The new test fails without the update to the GatewayMappingKernelManager
to double check if kernels have been culled, and passes with it.

* Fix a lint error from a missing type annotation.
diff --git a/jupyter_server/gateway/managers.py b/jupyter_server/gateway/managers.py
@@ -123,11 +123,34 @@ async def list_kernels(self, **kwargs):
         culled_ids = []
         for kid, _ in our_kernels.items():
             if kid not in kernel_models:
+                # The upstream kernel was not reported in the list of kernels.
                 self.log.warning(
-                    f"Kernel {kid} no longer active - probably culled on Gateway server."
+                    f"Kernel {kid} not present in the list of kernels - possibly culled on Gateway server."
                 )
-                self._kernels.pop(kid, None)
-                culled_ids.append(kid)  # TODO: Figure out what do with these.
+                try:
+                    # Try to directly refresh the model for this specific kernel in case
+                    # the upstream list of kernels was erroneously incomplete.
+                    #
+                    # That might happen if the case of a proxy that manages multiple
+                    # backends where there could be transient connectivity issues with
+                    # a single backend.
+                    #
+                    # Alternatively, it could happen if there is simply a bug in the
+                    # upstream gateway server.
+                    #
+                    # Either way, including this check improves our reliability in the
+                    # face of such scenarios.
+                    model = await self._kernels[kid].refresh_model()
+                except web.HTTPError:
+                    model = None
+                if model:
+                    kernel_models[kid] = model
+                else:
+                    self.log.warning(
+                        f"Kernel {kid} no longer active - probably culled on Gateway server."
+                    )
+                    self._kernels.pop(kid, None)
+                    culled_ids.append(kid)  # TODO: Figure out what do with these.
         return list(kernel_models.values())
 
     async def shutdown_kernel(self, kernel_id, now=False, restart=False):
diff --git a/tests/test_gateway.py b/tests/test_gateway.py
@@ -9,7 +9,7 @@
 from http.cookies import SimpleCookie
 from io import BytesIO
 from queue import Empty
-from typing import Any, Union
+from typing import Any, Dict, Union
 from unittest.mock import MagicMock, patch
 
 import pytest
@@ -62,6 +62,12 @@ def generate_kernelspec(name):
 # maintain a dictionary of expected running kernels.  Key = kernel_id, Value = model.
 running_kernels = {}
 
+# Dictionary of kernels to transiently omit from list results.
+#
+# This is used to simulate inconsistency in list results from the Gateway server
+# due to issues like race conditions, bugs, etc.
+omitted_kernels: Dict[str, bool] = {}
+
 
 def generate_model(name):
     """Generate a mocked kernel model.  Caller is responsible for adding model to running_kernels dictionary."""

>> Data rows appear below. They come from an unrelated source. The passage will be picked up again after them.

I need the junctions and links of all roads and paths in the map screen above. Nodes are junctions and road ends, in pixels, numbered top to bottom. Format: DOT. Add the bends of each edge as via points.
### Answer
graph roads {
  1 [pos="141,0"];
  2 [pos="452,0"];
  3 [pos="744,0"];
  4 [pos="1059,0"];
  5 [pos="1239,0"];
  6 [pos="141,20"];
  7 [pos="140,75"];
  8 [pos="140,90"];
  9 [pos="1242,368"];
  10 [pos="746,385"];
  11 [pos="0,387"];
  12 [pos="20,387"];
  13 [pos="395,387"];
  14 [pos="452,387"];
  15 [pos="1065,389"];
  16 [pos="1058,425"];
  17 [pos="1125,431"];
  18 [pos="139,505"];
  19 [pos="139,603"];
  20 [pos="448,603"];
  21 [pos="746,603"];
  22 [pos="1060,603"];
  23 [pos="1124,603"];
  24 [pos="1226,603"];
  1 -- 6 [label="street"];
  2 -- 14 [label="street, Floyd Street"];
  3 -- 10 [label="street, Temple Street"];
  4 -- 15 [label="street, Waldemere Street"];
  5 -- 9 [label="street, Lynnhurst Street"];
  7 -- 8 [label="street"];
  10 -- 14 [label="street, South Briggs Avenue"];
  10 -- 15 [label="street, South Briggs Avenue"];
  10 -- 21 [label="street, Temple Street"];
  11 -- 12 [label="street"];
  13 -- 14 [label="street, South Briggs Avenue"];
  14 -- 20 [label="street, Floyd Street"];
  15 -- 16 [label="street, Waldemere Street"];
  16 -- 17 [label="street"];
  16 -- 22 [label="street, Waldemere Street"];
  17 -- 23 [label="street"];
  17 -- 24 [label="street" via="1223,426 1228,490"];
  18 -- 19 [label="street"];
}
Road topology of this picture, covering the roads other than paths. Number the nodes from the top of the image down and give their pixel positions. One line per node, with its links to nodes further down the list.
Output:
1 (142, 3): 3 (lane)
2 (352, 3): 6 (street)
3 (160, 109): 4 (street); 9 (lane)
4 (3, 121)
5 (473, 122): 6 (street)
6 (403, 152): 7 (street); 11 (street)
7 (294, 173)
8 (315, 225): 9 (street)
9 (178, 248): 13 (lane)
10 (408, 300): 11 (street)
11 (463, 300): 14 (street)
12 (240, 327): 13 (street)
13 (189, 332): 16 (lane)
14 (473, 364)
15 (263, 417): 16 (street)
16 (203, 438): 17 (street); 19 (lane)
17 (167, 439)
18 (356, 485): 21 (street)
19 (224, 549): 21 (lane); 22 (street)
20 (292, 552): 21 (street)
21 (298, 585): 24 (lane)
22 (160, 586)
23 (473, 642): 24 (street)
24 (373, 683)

@@ -131,8 +137,11 @@ async def mock_gateway_request(url, **kwargs):  # noqa
     if endpoint.endswith("/api/kernels") and method == "GET":
         kernels = []
         for kernel_id in running_kernels:
-            model = running_kernels.get(kernel_id)
-            kernels.append(model)
+            if kernel_id in omitted_kernels:
+                omitted_kernels.pop(kernel_id)
+            else:
+                model = running_kernels.get(kernel_id)
+                kernels.append(model)
         response_buf = BytesIO(json.dumps(kernels).encode("utf-8"))
         response = await ensure_async(HTTPResponse(request, 200, buffer=response_buf))
         return response
@@ -453,6 +462,7 @@ async def test_gateway_session_lifecycle(init_gateway, jp_root_dir, jp_fetch, cu
 
     assert await is_session_active(jp_fetch, session_id) is True
 
+    omitted_kernels[kernel_id] = True
     if cull_kernel:
         running_kernels.pop(kernel_id)
 
@@ -501,6 +511,7 @@ async def test_gateway_kernel_lifecycle(
     # ensure kernel still considered running
     assert await is_kernel_running(jp_fetch, kernel_id) is True
 
+    omitted_kernels[kernel_id] = True
     if cull_kernel:
         running_kernels.pop(kernel_id)